The problem » Could you give the number of lines in the entries below that contain the word "minor"? Only the number is wanted.

Data listing Start Marker

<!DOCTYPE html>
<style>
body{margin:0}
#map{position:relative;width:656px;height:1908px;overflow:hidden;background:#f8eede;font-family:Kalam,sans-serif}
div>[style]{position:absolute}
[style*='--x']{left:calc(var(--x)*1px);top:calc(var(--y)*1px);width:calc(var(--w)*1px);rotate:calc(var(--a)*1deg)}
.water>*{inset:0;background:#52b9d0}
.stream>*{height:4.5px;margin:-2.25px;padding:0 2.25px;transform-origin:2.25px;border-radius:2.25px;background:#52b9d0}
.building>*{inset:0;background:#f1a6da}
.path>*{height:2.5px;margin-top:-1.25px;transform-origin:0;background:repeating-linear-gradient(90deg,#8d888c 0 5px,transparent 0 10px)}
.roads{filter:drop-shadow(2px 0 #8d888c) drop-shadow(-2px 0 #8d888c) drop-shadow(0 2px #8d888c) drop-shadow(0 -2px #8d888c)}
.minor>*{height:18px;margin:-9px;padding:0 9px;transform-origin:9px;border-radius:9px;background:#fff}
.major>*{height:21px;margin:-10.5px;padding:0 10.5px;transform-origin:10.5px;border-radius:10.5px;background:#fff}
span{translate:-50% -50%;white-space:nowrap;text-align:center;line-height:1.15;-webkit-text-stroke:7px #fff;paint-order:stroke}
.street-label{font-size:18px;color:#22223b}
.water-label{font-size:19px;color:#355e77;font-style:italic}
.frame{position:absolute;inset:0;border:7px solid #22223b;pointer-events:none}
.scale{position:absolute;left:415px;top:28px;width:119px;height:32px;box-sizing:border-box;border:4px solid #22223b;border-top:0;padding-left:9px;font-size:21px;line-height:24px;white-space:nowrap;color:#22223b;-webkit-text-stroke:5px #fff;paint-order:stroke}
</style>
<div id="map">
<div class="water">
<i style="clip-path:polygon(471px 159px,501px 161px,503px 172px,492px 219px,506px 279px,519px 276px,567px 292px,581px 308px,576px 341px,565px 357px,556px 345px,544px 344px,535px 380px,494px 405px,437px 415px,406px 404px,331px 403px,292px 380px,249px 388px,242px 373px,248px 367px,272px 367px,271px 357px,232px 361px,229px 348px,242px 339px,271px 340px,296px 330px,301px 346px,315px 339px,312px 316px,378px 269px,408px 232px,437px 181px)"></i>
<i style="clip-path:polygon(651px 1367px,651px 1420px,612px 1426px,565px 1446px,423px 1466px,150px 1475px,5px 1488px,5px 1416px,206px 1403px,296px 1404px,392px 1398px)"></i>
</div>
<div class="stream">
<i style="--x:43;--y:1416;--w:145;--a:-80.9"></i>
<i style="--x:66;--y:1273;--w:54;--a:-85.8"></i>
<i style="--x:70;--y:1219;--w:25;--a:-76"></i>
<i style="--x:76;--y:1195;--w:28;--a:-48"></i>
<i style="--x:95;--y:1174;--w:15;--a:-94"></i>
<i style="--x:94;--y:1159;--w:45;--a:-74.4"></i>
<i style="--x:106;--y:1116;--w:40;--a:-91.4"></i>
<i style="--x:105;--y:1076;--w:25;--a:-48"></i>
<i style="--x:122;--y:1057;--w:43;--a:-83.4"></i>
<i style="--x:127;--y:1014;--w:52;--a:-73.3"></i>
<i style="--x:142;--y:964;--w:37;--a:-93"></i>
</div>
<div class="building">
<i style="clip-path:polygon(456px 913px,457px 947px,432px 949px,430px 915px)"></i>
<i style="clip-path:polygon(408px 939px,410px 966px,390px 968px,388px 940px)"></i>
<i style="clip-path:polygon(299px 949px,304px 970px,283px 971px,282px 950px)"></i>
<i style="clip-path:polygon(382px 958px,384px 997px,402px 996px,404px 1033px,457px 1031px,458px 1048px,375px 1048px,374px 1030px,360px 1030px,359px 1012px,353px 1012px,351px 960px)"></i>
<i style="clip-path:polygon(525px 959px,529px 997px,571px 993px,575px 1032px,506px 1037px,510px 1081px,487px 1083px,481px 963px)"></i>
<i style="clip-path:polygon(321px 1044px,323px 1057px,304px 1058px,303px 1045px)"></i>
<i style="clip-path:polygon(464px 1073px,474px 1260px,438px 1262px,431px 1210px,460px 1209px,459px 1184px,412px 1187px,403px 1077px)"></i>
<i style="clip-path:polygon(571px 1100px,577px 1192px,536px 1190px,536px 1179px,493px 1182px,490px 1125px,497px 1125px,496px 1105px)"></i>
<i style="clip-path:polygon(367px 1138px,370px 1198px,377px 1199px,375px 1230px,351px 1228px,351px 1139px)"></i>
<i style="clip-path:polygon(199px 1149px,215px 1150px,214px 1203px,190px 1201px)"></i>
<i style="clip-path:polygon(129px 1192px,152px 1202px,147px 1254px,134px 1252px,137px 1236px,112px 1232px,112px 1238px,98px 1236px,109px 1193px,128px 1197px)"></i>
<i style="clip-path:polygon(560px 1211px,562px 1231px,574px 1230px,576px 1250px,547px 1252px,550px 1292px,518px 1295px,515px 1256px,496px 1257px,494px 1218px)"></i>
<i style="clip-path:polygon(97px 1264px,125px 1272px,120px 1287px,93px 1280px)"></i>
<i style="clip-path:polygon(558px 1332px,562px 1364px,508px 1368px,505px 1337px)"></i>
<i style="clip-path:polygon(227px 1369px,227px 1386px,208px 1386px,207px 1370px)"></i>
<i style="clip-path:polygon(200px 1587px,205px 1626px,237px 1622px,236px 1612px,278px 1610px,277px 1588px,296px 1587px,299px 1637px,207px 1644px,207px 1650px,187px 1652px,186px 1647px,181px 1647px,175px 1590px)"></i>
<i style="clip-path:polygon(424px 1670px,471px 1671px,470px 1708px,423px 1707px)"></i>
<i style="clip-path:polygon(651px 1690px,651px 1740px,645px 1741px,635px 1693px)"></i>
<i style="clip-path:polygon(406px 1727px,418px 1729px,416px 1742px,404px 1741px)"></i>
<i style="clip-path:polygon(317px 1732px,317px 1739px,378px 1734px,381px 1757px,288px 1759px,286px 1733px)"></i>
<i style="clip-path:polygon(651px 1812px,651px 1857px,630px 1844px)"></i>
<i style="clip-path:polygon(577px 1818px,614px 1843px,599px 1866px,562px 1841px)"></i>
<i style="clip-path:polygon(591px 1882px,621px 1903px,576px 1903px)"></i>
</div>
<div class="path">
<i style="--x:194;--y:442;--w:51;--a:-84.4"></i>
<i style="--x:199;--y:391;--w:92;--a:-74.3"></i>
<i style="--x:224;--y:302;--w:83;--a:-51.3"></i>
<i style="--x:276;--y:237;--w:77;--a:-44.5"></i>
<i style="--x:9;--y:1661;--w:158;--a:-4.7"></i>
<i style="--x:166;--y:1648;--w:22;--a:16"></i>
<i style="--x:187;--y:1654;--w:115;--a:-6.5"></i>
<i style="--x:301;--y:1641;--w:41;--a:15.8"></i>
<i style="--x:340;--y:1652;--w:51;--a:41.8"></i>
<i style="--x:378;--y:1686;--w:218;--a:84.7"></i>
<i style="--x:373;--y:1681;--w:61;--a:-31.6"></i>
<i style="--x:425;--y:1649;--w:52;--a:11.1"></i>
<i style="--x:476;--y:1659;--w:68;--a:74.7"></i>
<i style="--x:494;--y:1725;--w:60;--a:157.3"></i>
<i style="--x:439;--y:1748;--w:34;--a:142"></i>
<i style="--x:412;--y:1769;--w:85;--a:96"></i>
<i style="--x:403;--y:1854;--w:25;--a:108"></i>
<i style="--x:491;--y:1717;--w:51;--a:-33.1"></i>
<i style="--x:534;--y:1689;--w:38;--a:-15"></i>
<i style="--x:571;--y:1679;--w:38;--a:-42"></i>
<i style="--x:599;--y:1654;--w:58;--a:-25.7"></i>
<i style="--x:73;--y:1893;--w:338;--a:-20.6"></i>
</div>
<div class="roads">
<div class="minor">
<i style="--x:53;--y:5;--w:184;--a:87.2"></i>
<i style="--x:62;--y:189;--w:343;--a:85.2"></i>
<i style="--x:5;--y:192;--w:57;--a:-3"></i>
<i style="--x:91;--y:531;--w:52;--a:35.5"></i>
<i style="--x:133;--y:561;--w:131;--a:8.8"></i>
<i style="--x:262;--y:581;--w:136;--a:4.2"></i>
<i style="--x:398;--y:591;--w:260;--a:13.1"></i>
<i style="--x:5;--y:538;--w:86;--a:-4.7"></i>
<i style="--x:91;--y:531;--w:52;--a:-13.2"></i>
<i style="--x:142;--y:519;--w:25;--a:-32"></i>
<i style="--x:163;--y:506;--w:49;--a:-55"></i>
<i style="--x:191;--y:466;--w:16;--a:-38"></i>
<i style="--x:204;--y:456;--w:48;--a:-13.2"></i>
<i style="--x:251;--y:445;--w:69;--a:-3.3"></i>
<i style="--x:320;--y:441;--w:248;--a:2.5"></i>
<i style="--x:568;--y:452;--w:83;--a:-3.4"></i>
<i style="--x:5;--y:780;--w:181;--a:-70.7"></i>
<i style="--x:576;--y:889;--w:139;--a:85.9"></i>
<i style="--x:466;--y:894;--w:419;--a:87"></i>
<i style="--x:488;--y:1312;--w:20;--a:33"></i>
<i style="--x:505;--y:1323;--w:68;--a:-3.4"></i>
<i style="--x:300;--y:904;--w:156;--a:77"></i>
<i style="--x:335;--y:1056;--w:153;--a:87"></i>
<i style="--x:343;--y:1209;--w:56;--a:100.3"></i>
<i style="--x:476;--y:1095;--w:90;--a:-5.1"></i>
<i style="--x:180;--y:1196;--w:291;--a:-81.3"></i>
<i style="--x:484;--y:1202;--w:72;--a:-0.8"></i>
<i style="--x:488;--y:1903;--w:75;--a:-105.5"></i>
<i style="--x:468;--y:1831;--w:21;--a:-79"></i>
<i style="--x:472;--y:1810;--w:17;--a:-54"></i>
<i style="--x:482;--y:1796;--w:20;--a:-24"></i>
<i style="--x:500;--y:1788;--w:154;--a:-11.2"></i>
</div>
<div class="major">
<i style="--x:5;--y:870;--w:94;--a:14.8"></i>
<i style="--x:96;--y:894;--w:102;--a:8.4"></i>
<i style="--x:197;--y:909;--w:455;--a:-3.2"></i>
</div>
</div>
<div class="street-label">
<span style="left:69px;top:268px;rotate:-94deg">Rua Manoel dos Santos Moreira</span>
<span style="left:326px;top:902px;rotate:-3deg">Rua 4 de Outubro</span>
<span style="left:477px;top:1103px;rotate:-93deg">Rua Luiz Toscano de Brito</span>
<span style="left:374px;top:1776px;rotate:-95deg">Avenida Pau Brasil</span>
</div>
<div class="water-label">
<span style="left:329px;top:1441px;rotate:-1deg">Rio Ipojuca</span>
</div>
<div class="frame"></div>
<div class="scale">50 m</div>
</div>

Data listing End Marker

Task answer » 2